Input for this task
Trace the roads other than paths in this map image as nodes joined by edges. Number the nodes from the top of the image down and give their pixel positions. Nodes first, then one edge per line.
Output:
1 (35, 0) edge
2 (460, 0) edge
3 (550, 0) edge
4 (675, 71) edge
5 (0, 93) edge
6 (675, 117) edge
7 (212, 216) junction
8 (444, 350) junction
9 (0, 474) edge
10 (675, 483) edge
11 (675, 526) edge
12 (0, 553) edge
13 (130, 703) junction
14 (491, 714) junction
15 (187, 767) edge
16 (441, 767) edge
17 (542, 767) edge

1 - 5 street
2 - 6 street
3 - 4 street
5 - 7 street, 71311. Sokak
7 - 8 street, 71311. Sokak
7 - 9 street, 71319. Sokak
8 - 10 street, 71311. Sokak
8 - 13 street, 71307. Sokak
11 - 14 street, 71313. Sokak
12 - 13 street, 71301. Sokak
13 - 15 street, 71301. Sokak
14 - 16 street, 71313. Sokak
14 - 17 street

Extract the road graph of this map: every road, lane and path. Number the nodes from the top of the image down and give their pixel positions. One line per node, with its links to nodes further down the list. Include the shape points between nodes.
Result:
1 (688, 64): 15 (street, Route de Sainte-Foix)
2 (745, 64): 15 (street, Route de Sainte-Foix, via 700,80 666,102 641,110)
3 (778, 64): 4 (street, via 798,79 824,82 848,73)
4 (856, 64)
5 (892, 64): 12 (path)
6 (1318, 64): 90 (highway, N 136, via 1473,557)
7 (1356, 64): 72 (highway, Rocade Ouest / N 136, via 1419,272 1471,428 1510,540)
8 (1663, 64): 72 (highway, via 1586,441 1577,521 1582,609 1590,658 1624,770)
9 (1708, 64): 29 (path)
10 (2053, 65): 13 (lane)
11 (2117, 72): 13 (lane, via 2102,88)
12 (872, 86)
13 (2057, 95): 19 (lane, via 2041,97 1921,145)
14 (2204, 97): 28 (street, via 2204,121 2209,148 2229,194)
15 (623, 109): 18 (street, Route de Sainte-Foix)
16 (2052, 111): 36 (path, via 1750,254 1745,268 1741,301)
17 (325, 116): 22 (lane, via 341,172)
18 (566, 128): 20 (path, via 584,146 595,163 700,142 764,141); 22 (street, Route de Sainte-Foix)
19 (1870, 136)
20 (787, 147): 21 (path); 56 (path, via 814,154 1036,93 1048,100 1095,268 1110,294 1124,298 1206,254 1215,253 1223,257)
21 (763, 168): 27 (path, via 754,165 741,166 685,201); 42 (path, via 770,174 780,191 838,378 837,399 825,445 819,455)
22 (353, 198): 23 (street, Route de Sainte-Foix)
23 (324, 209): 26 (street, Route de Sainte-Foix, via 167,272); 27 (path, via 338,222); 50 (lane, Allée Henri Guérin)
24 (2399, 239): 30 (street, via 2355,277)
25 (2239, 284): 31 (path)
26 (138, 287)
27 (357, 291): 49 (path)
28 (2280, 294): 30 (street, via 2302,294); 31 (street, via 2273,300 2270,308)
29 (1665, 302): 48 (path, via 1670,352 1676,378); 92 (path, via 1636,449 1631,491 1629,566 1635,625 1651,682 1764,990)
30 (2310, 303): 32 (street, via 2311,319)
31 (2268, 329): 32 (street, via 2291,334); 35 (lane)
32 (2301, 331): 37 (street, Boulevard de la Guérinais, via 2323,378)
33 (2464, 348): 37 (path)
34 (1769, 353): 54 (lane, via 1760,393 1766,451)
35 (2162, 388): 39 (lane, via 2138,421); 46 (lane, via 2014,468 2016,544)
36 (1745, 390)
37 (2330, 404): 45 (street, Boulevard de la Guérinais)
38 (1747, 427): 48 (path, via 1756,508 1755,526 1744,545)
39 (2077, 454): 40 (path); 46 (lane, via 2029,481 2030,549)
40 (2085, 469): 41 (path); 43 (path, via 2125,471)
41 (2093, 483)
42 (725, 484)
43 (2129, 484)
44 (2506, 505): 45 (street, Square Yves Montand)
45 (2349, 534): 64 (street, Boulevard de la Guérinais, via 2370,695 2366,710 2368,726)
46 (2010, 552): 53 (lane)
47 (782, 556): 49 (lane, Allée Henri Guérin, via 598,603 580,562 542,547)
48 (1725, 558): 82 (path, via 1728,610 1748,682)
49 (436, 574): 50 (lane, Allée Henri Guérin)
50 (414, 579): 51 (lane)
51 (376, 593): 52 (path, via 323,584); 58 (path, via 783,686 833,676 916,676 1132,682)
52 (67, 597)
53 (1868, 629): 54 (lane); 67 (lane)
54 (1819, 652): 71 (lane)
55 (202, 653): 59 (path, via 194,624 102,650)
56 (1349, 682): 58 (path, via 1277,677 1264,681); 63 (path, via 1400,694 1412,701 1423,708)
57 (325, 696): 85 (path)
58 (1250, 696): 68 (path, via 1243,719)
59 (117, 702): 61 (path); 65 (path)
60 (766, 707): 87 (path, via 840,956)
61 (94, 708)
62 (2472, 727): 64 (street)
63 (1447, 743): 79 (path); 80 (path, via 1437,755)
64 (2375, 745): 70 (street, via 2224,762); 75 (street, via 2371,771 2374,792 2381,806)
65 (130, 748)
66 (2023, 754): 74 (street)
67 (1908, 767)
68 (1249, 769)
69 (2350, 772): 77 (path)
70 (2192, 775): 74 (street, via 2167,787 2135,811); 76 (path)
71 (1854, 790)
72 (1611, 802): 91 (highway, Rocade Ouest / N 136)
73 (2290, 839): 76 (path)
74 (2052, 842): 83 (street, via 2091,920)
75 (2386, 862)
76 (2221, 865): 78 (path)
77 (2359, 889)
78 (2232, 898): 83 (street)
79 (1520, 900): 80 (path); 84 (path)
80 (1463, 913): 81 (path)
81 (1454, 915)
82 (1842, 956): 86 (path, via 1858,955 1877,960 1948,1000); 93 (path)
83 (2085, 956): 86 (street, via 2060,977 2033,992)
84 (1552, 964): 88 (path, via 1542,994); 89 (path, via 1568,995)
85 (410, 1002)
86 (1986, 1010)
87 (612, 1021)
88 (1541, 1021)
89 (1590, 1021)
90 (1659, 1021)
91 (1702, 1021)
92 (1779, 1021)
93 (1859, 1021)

Exercise requirements
Return all of the above records exactly, leaving no line out.

Solution for this exercise
Trace the roads other than paths in this map image as nodes joined by edges. Number the nodes from the top of the image down and give their pixel positions. Nodes first, then one edge per line.
Output:
1 (35, 0) edge
2 (460, 0) edge
3 (550, 0) edge
4 (675, 71) edge
5 (0, 93) edge
6 (675, 117) edge
7 (212, 216) junction
8 (444, 350) junction
9 (0, 474) edge
10 (675, 483) edge
11 (675, 526) edge
12 (0, 553) edge
13 (130, 703) junction
14 (491, 714) junction
15 (187, 767) edge
16 (441, 767) edge
17 (542, 767) edge

1 - 5 street
2 - 6 street
3 - 4 street
5 - 7 street, 71311. Sokak
7 - 8 street, 71311. Sokak
7 - 9 street, 71319. Sokak
8 - 10 street, 71311. Sokak
8 - 13 street, 71307. Sokak
11 - 14 street, 71313. Sokak
12 - 13 street, 71301. Sokak
13 - 15 street, 71301. Sokak
14 - 16 street, 71313. Sokak
14 - 17 street

Extract the road graph of this map: every road, lane and path. Number the nodes from the top of the image down and give their pixel positions. One line per node, with its links to nodes further down the list. Include the shape points between nodes.
Result:
1 (688, 64): 15 (street, Route de Sainte-Foix)
2 (745, 64): 15 (street, Route de Sainte-Foix, via 700,80 666,102 641,110)
3 (778, 64): 4 (street, via 798,79 824,82 848,73)
4 (856, 64)
5 (892, 64): 12 (path)
6 (1318, 64): 90 (highway, N 136, via 1473,557)
7 (1356, 64): 72 (highway, Rocade Ouest / N 136, via 1419,272 1471,428 1510,540)
8 (1663, 64): 72 (highway, via 1586,441 1577,521 1582,609 1590,658 1624,770)
9 (1708, 64): 29 (path)
10 (2053, 65): 13 (lane)
11 (2117, 72): 13 (lane, via 2102,88)
12 (872, 86)
13 (2057, 95): 19 (lane, via 2041,97 1921,145)
14 (2204, 97): 28 (street, via 2204,121 2209,148 2229,194)
15 (623, 109): 18 (street, Route de Sainte-Foix)
16 (2052, 111): 36 (path, via 1750,254 1745,268 1741,301)
17 (325, 116): 22 (lane, via 341,172)
18 (566, 128): 20 (path, via 584,146 595,163 700,142 764,141); 22 (street, Route de Sainte-Foix)
19 (1870, 136)
20 (787, 147): 21 (path); 56 (path, via 814,154 1036,93 1048,100 1095,268 1110,294 1124,298 1206,254 1215,253 1223,257)
21 (763, 168): 27 (path, via 754,165 741,166 685,201); 42 (path, via 770,174 780,191 838,378 837,399 825,445 819,455)
22 (353, 198): 23 (street, Route de Sainte-Foix)
23 (324, 209): 26 (street, Route de Sainte-Foix, via 167,272); 27 (path, via 338,222); 50 (lane, Allée Henri Guérin)
24 (2399, 239): 30 (street, via 2355,277)
25 (2239, 284): 31 (path)
26 (138, 287)
27 (357, 291): 49 (path)
28 (2280, 294): 30 (street, via 2302,294); 31 (street, via 2273,300 2270,308)
29 (1665, 302): 48 (path, via 1670,352 1676,378); 92 (path, via 1636,449 1631,491 1629,566 1635,625 1651,682 1764,990)
30 (2310, 303): 32 (street, via 2311,319)
31 (2268, 329): 32 (street, via 2291,334); 35 (lane)
32 (2301, 331): 37 (street, Boulevard de la Guérinais, via 2323,378)
33 (2464, 348): 37 (path)
34 (1769, 353): 54 (lane, via 1760,393 1766,451)
35 (2162, 388): 39 (lane, via 2138,421); 46 (lane, via 2014,468 2016,544)
36 (1745, 390)
37 (2330, 404): 45 (street, Boulevard de la Guérinais)
38 (1747, 427): 48 (path, via 1756,508 1755,526 1744,545)
39 (2077, 454): 40 (path); 46 (lane, via 2029,481 2030,549)
40 (2085, 469): 41 (path); 43 (path, via 2125,471)
41 (2093, 483)
42 (725, 484)
43 (2129, 484)
44 (2506, 505): 45 (street, Square Yves Montand)
45 (2349, 534): 64 (street, Boulevard de la Guérinais, via 2370,695 2366,710 2368,726)
46 (2010, 552): 53 (lane)
47 (782, 556): 49 (lane, Allée Henri Guérin, via 598,603 580,562 542,547)
48 (1725, 558): 82 (path, via 1728,610 1748,682)
49 (436, 574): 50 (lane, Allée Henri Guérin)
50 (414, 579): 51 (lane)
51 (376, 593): 52 (path, via 323,584); 58 (path, via 783,686 833,676 916,676 1132,682)
52 (67, 597)
53 (1868, 629): 54 (lane); 67 (lane)
54 (1819, 652): 71 (lane)
55 (202, 653): 59 (path, via 194,624 102,650)
56 (1349, 682): 58 (path, via 1277,677 1264,681); 63 (path, via 1400,694 1412,701 1423,708)
57 (325, 696): 85 (path)
58 (1250, 696): 68 (path, via 1243,719)
59 (117, 702): 61 (path); 65 (path)
60 (766, 707): 87 (path, via 840,956)
61 (94, 708)
62 (2472, 727): 64 (street)
63 (1447, 743): 79 (path); 80 (path, via 1437,755)
64 (2375, 745): 70 (street, via 2224,762); 75 (street, via 2371,771 2374,792 2381,806)
65 (130, 748)
66 (2023, 754): 74 (street)
67 (1908, 767)
68 (1249, 769)
69 (2350, 772): 77 (path)
70 (2192, 775): 74 (street, via 2167,787 2135,811); 76 (path)
71 (1854, 790)
72 (1611, 802): 91 (highway, Rocade Ouest / N 136)
73 (2290, 839): 76 (path)
74 (2052, 842): 83 (street, via 2091,920)
75 (2386, 862)
76 (2221, 865): 78 (path)
77 (2359, 889)
78 (2232, 898): 83 (street)
79 (1520, 900): 80 (path); 84 (path)
80 (1463, 913): 81 (path)
81 (1454, 915)
82 (1842, 956): 86 (path, via 1858,955 1877,960 1948,1000); 93 (path)
83 (2085, 956): 86 (street, via 2060,977 2033,992)
84 (1552, 964): 88 (path, via 1542,994); 89 (path, via 1568,995)
85 (410, 1002)
86 (1986, 1010)
87 (612, 1021)
88 (1541, 1021)
89 (1590, 1021)
90 (1659, 1021)
91 (1702, 1021)
92 (1779, 1021)
93 (1859, 1021)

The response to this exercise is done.